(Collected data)
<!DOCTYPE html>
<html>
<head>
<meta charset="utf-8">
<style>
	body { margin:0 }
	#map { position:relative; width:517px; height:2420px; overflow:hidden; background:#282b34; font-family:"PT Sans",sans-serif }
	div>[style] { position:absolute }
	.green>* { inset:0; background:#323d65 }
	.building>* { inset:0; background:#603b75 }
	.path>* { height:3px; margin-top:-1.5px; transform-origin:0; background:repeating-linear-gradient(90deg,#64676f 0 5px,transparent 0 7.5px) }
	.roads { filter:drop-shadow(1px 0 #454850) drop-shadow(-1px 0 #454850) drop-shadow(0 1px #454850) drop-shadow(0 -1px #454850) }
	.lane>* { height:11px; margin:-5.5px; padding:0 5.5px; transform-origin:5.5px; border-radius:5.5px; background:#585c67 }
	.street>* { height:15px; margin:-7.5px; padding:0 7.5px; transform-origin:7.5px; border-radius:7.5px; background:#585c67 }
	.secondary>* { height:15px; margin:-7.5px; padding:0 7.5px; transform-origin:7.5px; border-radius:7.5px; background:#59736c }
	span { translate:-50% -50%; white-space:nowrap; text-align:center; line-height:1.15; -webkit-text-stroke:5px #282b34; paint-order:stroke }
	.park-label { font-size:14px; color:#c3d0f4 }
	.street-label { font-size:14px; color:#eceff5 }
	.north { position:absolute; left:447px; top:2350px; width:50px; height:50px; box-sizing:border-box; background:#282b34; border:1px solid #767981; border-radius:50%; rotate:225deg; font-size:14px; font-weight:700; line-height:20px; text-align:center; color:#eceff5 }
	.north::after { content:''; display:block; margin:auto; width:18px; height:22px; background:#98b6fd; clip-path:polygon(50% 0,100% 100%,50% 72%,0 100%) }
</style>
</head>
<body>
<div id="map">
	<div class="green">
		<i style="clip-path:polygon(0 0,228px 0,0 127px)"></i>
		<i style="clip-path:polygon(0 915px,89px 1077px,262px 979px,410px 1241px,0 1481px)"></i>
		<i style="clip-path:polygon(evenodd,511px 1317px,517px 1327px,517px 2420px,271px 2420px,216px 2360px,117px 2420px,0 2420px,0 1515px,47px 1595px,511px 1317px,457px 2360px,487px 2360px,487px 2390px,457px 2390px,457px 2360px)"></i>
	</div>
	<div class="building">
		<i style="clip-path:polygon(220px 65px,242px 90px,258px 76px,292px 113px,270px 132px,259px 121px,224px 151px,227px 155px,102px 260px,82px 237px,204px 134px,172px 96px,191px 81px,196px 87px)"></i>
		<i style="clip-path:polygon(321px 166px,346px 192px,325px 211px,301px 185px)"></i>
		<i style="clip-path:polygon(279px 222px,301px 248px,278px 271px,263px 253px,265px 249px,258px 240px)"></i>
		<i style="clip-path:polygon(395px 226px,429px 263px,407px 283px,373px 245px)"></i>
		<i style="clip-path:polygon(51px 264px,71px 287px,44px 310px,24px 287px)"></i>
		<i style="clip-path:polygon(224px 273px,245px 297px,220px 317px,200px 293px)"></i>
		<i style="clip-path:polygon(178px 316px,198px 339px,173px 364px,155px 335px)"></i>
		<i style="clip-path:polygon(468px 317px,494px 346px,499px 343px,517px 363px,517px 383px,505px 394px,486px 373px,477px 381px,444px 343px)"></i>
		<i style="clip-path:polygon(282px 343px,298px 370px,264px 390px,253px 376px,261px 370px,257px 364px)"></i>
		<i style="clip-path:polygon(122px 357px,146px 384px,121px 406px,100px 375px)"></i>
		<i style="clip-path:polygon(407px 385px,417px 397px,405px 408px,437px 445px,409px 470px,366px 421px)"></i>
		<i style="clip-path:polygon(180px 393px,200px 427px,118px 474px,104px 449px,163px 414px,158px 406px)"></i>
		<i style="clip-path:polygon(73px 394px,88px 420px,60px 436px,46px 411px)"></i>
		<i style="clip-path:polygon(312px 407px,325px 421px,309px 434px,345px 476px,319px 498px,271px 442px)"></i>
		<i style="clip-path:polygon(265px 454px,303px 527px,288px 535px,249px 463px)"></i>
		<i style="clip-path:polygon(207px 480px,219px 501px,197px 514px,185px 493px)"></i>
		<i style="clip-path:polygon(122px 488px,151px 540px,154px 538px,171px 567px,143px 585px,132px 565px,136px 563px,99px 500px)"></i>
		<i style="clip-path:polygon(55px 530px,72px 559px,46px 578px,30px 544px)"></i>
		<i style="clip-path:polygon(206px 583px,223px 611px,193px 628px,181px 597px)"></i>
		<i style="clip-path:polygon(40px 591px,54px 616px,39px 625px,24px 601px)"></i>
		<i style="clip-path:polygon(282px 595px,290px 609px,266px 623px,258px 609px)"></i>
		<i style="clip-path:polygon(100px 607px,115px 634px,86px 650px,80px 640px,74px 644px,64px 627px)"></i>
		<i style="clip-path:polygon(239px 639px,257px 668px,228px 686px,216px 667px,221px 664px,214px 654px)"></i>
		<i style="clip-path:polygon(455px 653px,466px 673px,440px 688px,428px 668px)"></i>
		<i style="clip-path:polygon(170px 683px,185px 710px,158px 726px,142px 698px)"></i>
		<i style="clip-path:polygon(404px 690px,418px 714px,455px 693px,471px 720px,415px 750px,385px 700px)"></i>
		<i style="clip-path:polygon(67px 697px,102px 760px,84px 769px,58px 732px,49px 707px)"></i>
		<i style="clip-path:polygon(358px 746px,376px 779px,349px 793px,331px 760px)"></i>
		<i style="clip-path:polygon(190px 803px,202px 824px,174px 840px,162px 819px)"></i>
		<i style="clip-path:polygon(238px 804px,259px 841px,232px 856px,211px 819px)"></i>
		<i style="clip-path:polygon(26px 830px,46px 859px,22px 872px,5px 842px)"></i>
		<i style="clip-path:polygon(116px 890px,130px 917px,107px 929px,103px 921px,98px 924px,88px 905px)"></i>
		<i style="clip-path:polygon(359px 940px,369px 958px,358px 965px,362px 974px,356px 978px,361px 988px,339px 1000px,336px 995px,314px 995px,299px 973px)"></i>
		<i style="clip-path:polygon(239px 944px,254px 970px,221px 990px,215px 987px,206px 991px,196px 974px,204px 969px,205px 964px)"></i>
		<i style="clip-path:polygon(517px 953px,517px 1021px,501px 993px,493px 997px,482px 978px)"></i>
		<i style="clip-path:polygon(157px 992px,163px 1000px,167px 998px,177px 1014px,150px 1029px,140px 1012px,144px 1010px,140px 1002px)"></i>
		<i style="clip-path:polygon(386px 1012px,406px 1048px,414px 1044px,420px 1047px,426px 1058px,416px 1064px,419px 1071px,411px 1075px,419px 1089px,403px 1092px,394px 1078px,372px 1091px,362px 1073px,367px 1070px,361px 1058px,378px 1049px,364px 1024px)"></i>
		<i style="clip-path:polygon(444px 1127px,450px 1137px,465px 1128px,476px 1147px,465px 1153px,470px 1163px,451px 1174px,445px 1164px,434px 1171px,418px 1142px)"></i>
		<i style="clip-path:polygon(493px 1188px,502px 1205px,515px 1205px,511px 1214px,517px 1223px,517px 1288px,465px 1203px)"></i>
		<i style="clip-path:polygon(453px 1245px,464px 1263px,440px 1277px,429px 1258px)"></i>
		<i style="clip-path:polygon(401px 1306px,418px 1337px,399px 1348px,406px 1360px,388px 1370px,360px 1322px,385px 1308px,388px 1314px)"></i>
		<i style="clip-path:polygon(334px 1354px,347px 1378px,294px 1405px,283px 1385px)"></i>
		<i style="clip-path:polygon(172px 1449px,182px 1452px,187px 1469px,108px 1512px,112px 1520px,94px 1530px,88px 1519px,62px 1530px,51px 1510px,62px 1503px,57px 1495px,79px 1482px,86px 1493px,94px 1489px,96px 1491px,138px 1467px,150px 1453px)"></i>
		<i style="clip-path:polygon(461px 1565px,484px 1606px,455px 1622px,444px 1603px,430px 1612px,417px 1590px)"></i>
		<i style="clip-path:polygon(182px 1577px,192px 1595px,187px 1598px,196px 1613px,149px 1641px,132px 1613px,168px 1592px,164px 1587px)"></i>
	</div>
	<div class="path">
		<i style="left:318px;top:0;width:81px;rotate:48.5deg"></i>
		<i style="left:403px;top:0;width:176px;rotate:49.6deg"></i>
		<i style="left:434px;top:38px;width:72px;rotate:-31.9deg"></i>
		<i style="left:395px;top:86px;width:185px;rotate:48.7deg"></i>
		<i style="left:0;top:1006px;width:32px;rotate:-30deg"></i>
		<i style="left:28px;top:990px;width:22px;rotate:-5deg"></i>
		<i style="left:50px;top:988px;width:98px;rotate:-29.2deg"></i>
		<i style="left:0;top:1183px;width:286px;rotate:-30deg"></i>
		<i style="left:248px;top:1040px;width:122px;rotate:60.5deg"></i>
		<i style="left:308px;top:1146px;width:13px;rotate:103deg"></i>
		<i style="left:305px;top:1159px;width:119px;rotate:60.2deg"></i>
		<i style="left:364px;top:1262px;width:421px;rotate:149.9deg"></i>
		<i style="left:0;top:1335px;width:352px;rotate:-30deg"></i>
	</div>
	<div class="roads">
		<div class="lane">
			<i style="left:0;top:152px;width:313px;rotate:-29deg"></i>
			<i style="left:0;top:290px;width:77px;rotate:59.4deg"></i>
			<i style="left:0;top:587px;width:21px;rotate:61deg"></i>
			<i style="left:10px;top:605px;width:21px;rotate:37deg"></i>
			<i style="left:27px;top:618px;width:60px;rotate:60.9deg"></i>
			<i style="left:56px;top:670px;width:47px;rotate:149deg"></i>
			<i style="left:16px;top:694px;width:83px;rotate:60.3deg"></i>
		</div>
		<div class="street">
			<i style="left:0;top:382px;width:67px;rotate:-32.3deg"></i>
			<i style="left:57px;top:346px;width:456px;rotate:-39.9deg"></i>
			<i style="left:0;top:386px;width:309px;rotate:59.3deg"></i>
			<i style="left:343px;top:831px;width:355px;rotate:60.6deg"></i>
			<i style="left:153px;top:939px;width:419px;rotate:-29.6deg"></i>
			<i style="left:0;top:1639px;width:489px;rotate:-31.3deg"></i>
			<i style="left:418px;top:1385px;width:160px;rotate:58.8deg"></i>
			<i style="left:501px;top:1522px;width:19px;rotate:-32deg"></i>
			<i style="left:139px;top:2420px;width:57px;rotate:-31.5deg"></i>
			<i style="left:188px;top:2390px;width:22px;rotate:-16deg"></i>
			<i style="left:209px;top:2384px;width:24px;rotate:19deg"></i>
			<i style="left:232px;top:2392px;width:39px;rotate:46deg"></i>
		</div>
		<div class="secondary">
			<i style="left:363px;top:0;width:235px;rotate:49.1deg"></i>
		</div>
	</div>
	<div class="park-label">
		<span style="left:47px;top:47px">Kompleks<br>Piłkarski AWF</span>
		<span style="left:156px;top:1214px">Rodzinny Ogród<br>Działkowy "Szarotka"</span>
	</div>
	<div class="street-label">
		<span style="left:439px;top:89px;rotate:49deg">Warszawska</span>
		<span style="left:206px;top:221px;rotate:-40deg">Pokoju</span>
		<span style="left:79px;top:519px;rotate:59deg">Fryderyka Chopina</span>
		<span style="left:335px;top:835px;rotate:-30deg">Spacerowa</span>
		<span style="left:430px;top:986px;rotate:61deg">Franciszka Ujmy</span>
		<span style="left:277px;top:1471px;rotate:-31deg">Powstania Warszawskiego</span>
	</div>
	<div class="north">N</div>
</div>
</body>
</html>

### Directions for this task
Take the records above and return, word for word, only the lines that fall from the line with "890px,130px 917px,107px 929px,103px" to the line with "940px,369px 958px,358px 965px,362px", both of them included.

### Exercise solution
		<i style="clip-path:polygon(116px 890px,130px 917px,107px 929px,103px 921px,98px 924px,88px 905px)"></i>
		<i style="clip-path:polygon(359px 940px,369px 958px,358px 965px,362px 974px,356px 978px,361px 988px,339px 1000px,336px 995px,314px 995px,299px 973px)"></i>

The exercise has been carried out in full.